Macau GGR looked to be picking up in September, as IVS visas resumed for designated cities across China, nevertheless, with a number of factors in play, it’s still difficult to chart a possible recovery, analysts suggest.
Average Macau daily casino gross gaming revenue (GGR) in the first six days of September was nearly double the average daily rate for August, analysts suggest.
In a 7 September note, brokerage Sanford C. Bernstein estimated that the average daily rate for 1-6 September inclusive was around MOP83m ($10.4m), compared to around MOP43m in August, an improvement of around 94 percent.
September’s GGR is likely to see year on year decline in the “mid-80s” in percentage terms, with “weekly numbers getting better” as recovery is driven by “increasing visas issuances” for visits by mainlanders from Guangdong province, added the memo.

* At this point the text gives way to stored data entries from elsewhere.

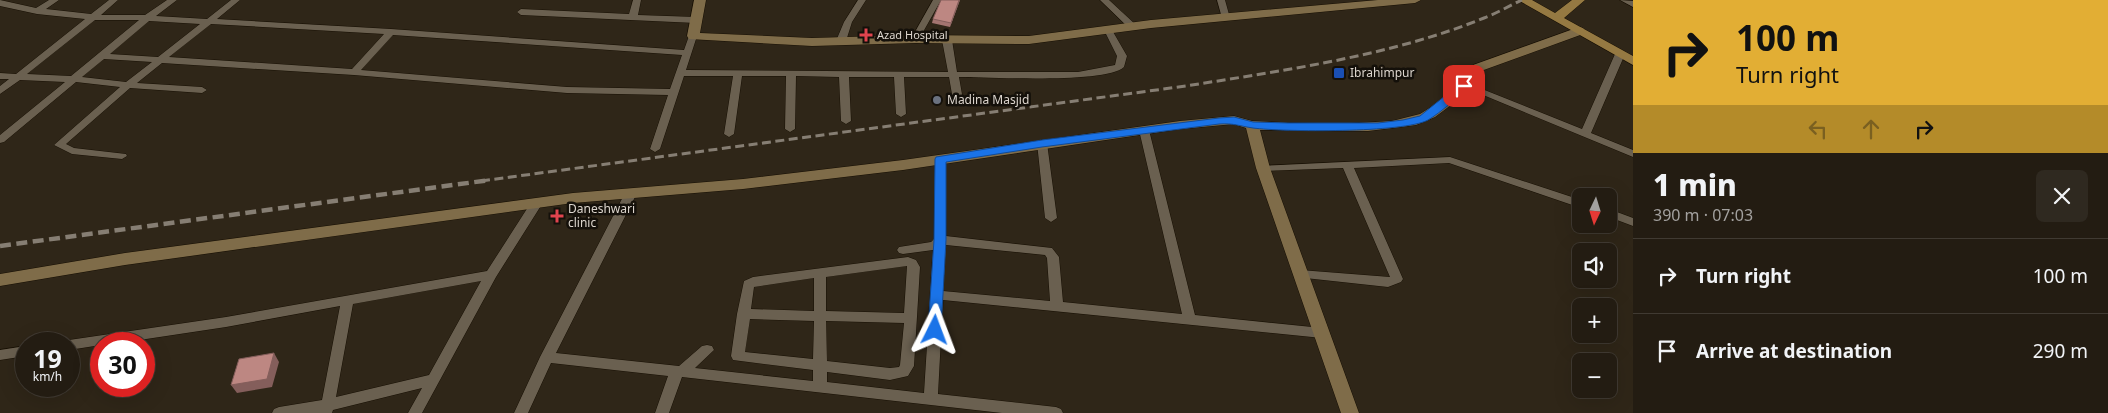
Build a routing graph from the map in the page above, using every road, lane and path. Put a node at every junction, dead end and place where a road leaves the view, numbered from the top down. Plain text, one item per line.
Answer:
1 (55, 0) edge
2 (114, 0) edge
3 (173, 0) edge
4 (236, 0) edge
5 (637, 0) edge
6 (700, 0) edge
7 (862, 0) edge
8 (937, 0) edge
9 (1104, 0) edge
10 (1222, 0) edge
11 (1416, 0) edge
12 (1524, 0) edge
13 (1535, 0) edge
14 (1579, 0) edge
15 (1624, 0) edge
16 (7, 3) edge
17 (1633, 4) edge
18 (37, 11) junction
19 (521, 12) dead end
20 (1560, 15) junction
21 (92, 17) junction
22 (633, 17) junction
23 (147, 18) junction
24 (1226, 18) junction
25 (696, 20) junction
26 (207, 21) junction
27 (1133, 27) junction
28 (1108, 30) junction
29 (1579, 31) junction
30 (391, 32) junction
31 (693, 36) junction
32 (915, 39) junction
33 (946, 40) junction
34 (841, 42) junction
35 (1633, 50) edge
36 (688, 53) junction
37 (1620, 54) junction
38 (103, 56) junction
39 (163, 59) junction
40 (1633, 61) edge
41 (354, 72) junction
42 (681, 73) junction
43 (738, 73) junction
44 (791, 73) junction
45 (844, 74) junction
46 (899, 74) junction
47 (953, 74) junction
48 (0, 76) edge
49 (16, 78) junction
50 (74, 79) junction
51 (128, 85) junction
52 (1464, 86) junction
53 (202, 90) dead end
54 (0, 91) edge
55 (674, 92) junction
56 (958, 100) dead end
57 (901, 114) dead end
58 (846, 121) dead end
59 (1252, 125) junction
60 (790, 129) dead end
61 (1144, 130) junction
62 (729, 134) dead end
63 (1586, 134) junction
64 (0, 140) edge
65 (1042, 143) junction
66 (655, 149) dead end
67 (1633, 154) edge
68 (122, 156) dead end
69 (940, 159) junction
70 (1347, 164) junction
71 (1263, 168) junction
72 (631, 194) junction
73 (1572, 201) edge
74 (536, 204) junction
75 (1618, 216) edge
76 (1051, 218) dead end
77 (1633, 222) edge
78 (940, 240) junction
79 (903, 250) dead end
80 (820, 272) junction
81 (1300, 274) junction
82 (491, 275) junction
83 (0, 280) edge
84 (937, 295) junction
85 (348, 300) junction
86 (1057, 305) junction
87 (743, 314) junction
88 (820, 314) junction
89 (910, 318) junction
90 (1190, 321) junction
91 (1322, 333) junction
92 (80, 343) edge
93 (707, 350) dead end
94 (15, 353) edge
95 (0, 355) edge
96 (547, 357) junction
97 (821, 367) junction
98 (676, 372) junction
99 (434, 379) junction
100 (820, 387) junction
101 (931, 399) junction
102 (326, 409) edge
103 (279, 413) edge
104 (415, 413) edge
105 (521, 413) edge
106 (662, 413) edge
107 (1056, 413) edge
108 (1350, 413) edge

1 - 18 street
2 - 21 street
3 - 23 street
4 - 26 street
5 - 22 street
6 - 25 street
7 - 34 street
8 - 32 street
9 - 27 street
10 - 24 street
11 - 24 street
12 - 20 main road
13 - 20 main road
14 - 20 main road
15 - 17 street
16 - 18 street
18 - 21 street
19 - 22 street
20 - 29 main road
20 - 35 main road
21 - 23 street
21 - 49 street
22 - 25 street
23 - 26 street
23 - 38 street
24 - 27 street
25 - 31 street
26 - 30 street
26 - 39 street
27 - 28 street
28 - 33 street
28 - 47 street
29 - 37 main road
29 - 52 street
30 - 36 street
30 - 41 street
31 - 34 street
31 - 36 street
32 - 33 street
32 - 34 street
33 - 47 street
36 - 42 street
37 - 40 main road
37 - 63 street
38 - 39 street
38 - 50 street
39 - 41 street
39 - 51 street
41 - 55 street
42 - 43 street
42 - 55 street
43 - 44 street
43 - 62 street
44 - 45 street
44 - 60 street
45 - 46 street
45 - 58 street
46 - 47 street
46 - 57 street
47 - 56 street
48 - 49 street
49 - 50 street
49 - 54 street
50 - 51 street
50 - 64 street
51 - 53 street
51 - 68 street
52 - 59 street
52 - 63 street
55 - 66 street
59 - 61 street
59 - 71 street
61 - 65 street
61 - 90 street
63 - 67 street
65 - 69 street
65 - 76 street
69 - 72 street
69 - 78 street
70 - 71 street
70 - 73 street
70 - 81 street
71 - 81 street
72 - 74 street
72 - 96 street
74 - 82 street
74 - 83 street
75 - 77 street
78 - 79 street
78 - 84 street
78 - 86 street
80 - 87 street
80 - 88 street
80 - 89 street
81 - 91 street
82 - 85 street
82 - 99 street
84 - 86 street
84 - 101 street
85 - 92 street
85 - 102 street
86 - 90 street
87 - 88 street
87 - 97 street
88 - 89 street
88 - 97 street
89 - 97 street
90 - 91 street
91 - 108 street
93 - 98 street
94 - 95 street
96 - 98 street
96 - 105 street
97 - 100 street
98 - 100 street
98 - 106 street
99 - 102 street
99 - 104 street
100 - 101 street
101 - 107 street
102 - 103 street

Forecasts for 2020 “remain largely educated guesses at this time, with constantly-changing conditions altering expectations,” noted analysts Vitaly Umansky, Tianjiao Yu and Kelsey Zhu. “With a visa issuance timetable now in place, we believe the drivers of recovery will be confidence levels of customers to travel and spend, opening up Hong Kong to Macau travel and an increase in frequency of air transportation within Greater China, to airports in Guangdong/Hong Kong/Macau, to facilitate long-haul travel.”
From 26 August, Guangdong residents could once again apply for Individual Visit Scheme exit visas from the mainland, while IVS applications for residents of designated cities in the rest of China restarted on 23 September. The IVS scheme and tour group visa scheme had been suspended in late January, as part of measures to prevent the spread of coronavirus.

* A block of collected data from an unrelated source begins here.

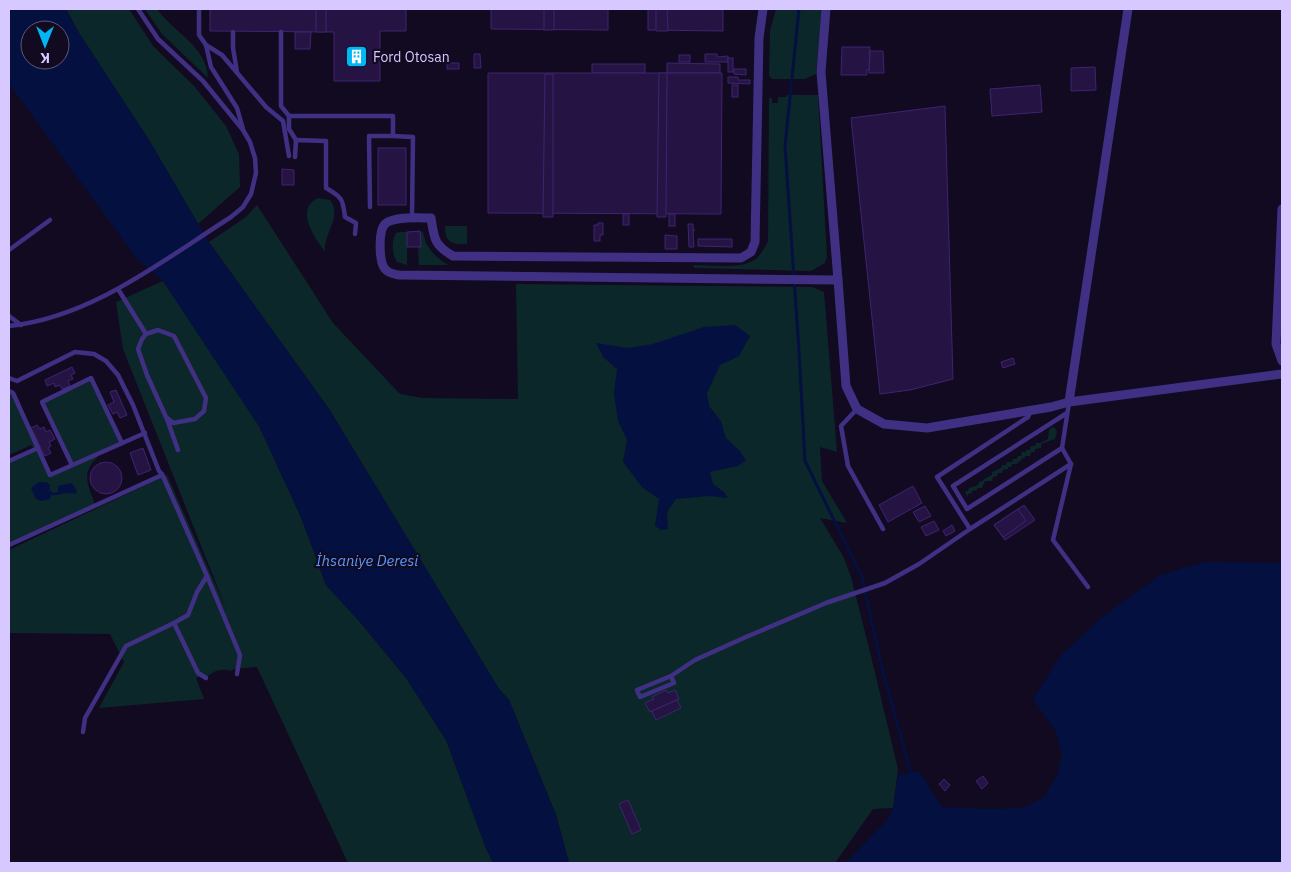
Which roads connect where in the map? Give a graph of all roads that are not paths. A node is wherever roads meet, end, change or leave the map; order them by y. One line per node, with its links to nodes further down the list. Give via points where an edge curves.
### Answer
1 (138, 9): 11 (lane, via 158,40 203,81)
2 (199, 9): 8 (lane, via 199,35)
3 (763, 9): 18 (street, via 759,38 755,242 751,252 741,258 453,256 441,249 434,239 431,218)
4 (826, 9): 22 (street, via 821,72)
5 (1128, 9): 33 (street)
6 (233, 32): 9 (lane)
7 (281, 32): 10 (lane, via 281,106)
8 (206, 45): 9 (lane, via 222,55); 11 (lane, via 211,67 237,108)
9 (237, 74): 14 (lane, via 283,121)
10 (288, 116): 12 (lane, via 393,116); 13 (lane, via 289,129)
11 (243, 130): 23 (lane, via 255,158 256,173 251,194 243,207)
12 (393, 136): 16 (lane, via 369,136); 18 (lane, via 414,137)
13 (296, 140): 15 (lane); 20 (lane, via 326,141 326,188 340,196 345,217 356,223)
14 (289, 156)
15 (295, 157)
16 (370, 207)
17 (1282, 209): 28 (street, via 1276,344)
18 (412, 218): 22 (street, via 392,220 381,231 381,261 389,273)
19 (50, 220): 21 (lane)
20 (356, 234)
21 (9, 250)
22 (838, 280): 34 (street, via 846,386)
23 (118, 289): 25 (lane, via 74,310); 27 (lane)
24 (9, 316): 25 (lane)
25 (21, 324): 26 (lane)
26 (9, 326)
27 (146, 334): 37 (lane, via 138,350); 37 (lane, via 158,330 174,336 206,398 204,410 196,419 174,423)
28 (1282, 361)
29 (1282, 374): 33 (street)
30 (9, 378): 31 (lane)
31 (17, 381): 32 (lane); 38 (lane, via 75,352 94,354 106,361 118,375)
32 (11, 392): 40 (lane)
33 (1069, 402): 35 (street); 36 (lane)
34 (857, 408): 35 (street, via 884,424 928,428); 47 (lane, via 842,426 848,466)
35 (1031, 410): 48 (lane, via 1028,417 937,477)
36 (1067, 413): 41 (lane); 41 (lane, via 953,486 968,509)
37 (166, 417): 42 (lane)
38 (144, 433): 39 (lane); 46 (lane)
39 (122, 443): 45 (lane); 45 (lane, via 92,378 42,402)
40 (38, 448): 43 (lane); 45 (lane, via 50,475)
41 (1062, 448): 44 (lane)
42 (178, 450)
43 (9, 461)
44 (1071, 464): 48 (lane); 51 (lane, via 1053,540)
45 (72, 466)
46 (162, 475): 49 (lane); 50 (lane)
47 (883, 529)
48 (970, 529): 54 (lane, via 919,564 876,588 746,636 695,660)
49 (9, 545)
50 (207, 576): 52 (lane, via 188,615); 53 (lane, via 240,655)
51 (1088, 587)
52 (174, 623): 55 (lane, via 198,673); 56 (lane, via 126,646 85,718)
53 (237, 674)
54 (671, 676): 54 (lane, via 637,690 640,697 674,683)
55 (206, 678)
56 (82, 732)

“The mainland authorities will likely be careful in managing the number of permits issued” for tourism visits to Macau, “in order not to swamp” the city, cautioned Ben Lee, managing partner of IGamiX Management and Consulting. “I believe also, that Macau will be extra-cautious in managing the risks of a resurgence in COVID-19 cases that might occur were there a sudden surge of mainland visitors into the SAR.”
Speaking on 11 September, Maria Helena de Senna Fernandes, director of Macao Government Tourism Office (MGTO), said the city was receiving about 15,000 inbound travellers a day.
Nevertheless, despite the resumption of the IVS across mainland China, she noted there was still no guarantee of an “apparent increase” to inbound-visitor numbers to the city.
Fernandes acknowledged that coronavirus health and safety measures – which include the requirement for mainland tourists to obtain a negative COVID-19 test certificate prior to their visit, in order to avoid a 14-day quarantine – had “complicated” cross-border travel.
However, she stated the agency expected to see further “improvement” in the Macau visitor numbers during the upcoming October Golden Week holiday period, from 1-8 October.
It was a difficult August for Macau’s gaming industry, with GGR falling by 94.5 percent year on year to MOP1.33bn ($166.6m), according to data from the city’s Gaming Inspection and Coordination Bureau. Macau GGR contracted by 81.6 percent year on year in the eight months to 31 August.
JP Morgan Securities (Asia Pacific) characterised August’s GGR figures as “a bit disappointing”.
“It implies a daily run-rate of MOP43m, the same as July’s,” stated analysts DS Kim, Derek Choi and Jeremy An, adding that this was “somewhat puzzling”, given a “meaningful pick-up in tourist arrivals,” measured at three times, judged month on month, i.e., “210,000 to 230,000” in August, compared to “74,000” arrivals for the month of July.
“VIP demand also seems to have contracted in recent weeks, as some junkets/agents/players kept a low profile amidst steppedup scrutiny on capital control and overseas gambling,” they reported.
Conversely, Morgan Stanley Asia analyst Praveen Choudhary suggested that a diminishing spend per head on gambling by visitors to Macau, could actually be a good sign, since it would indicate the return of general tourism.
“In December 2019 and January 2020, before [the onset of] COVID-19, gaming spend per Chinese visitor was running anywhere around $1,300,” he explained.
While the number of visitors to the city dropped between March and July, coinciding with regional restrictions relating to COVID-19, average spending per capita of Macau visitors “skyrocketed”, Choudhary reported, at one point reaching $15,000. “We think that is because non-gamblers completely stopped coming,” he clarified.
In a memo on 27 August, Morgan Stanley estimated that August daily GGR per visitor from mainland China was around $1,140. This was “very similar” to the of December 2019-January 2020 period prior to the pandemic, with the brokerage suggesting it represents a move toward a “normal ratio of gaming and non-gaming visitors”.